Strona:PL Józef Ignacy Kraszewski-Resztki życia tom III 166.jpeg

Ta strona została uwierzytelniona.
163

To mówiąc wchodząca, postrzegła znać mnie obcego i ugrupowanych około siedzącego zamilkła i stanęła. Była to młoda jeszcze kobiecina, chuda, blada, delikatna, pięknych rysów, ale dziwnie zmęczonych i noszących ślady ciężkich przejść życia, na twarzyczce jéj dwoje tylko oczów czarnych świeciły nadzwyczajnym blaskiem.

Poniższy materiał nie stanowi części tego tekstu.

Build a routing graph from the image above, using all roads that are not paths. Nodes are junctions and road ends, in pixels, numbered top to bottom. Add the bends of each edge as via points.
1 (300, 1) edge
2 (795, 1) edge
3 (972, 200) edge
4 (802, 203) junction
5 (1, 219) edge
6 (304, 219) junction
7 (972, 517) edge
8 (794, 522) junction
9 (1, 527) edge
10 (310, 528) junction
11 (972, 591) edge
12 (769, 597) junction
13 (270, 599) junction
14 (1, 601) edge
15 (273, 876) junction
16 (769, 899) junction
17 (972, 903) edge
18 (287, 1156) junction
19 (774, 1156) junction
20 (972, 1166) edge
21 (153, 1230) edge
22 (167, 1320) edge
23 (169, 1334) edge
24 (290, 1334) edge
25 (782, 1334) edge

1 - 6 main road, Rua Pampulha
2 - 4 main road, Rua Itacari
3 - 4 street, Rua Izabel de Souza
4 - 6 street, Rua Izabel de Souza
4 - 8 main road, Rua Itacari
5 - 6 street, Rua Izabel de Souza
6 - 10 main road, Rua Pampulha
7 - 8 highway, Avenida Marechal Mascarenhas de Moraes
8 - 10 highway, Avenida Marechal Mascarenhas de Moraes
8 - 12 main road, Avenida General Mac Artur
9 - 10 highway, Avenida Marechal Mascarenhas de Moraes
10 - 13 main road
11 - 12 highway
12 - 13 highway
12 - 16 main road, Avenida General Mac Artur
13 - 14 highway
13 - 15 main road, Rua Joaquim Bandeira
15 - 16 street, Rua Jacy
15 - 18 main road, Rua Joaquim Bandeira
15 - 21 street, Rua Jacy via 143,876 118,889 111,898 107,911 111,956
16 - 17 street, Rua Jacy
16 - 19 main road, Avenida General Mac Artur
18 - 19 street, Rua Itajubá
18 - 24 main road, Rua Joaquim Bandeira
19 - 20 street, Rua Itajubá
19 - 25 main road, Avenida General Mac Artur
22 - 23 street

Strój jéj tak był prawie zaniedbany jak męża, bo na sobie niemiała nic prócz koszuli i narzuconego lekkiego przyodziewku, nogi bose w pantofelkach, a włosy związane zaledwie i roztargane z boków zsuwały się na ramiona. Mąż dał jéj znak, by milczała, a na widok nieznajomego, poprawiła instynktowo ubranie i spytała ciekawie:
— Co to jest?
— Jakiś bohater nieszczęśliwy! — szepnął mąż.
Nie mogąc się dopytać kobieta, przeszła po za węgierkę i szarpnęła pana Samuela, który jéj coś pocichu włożył do ucha.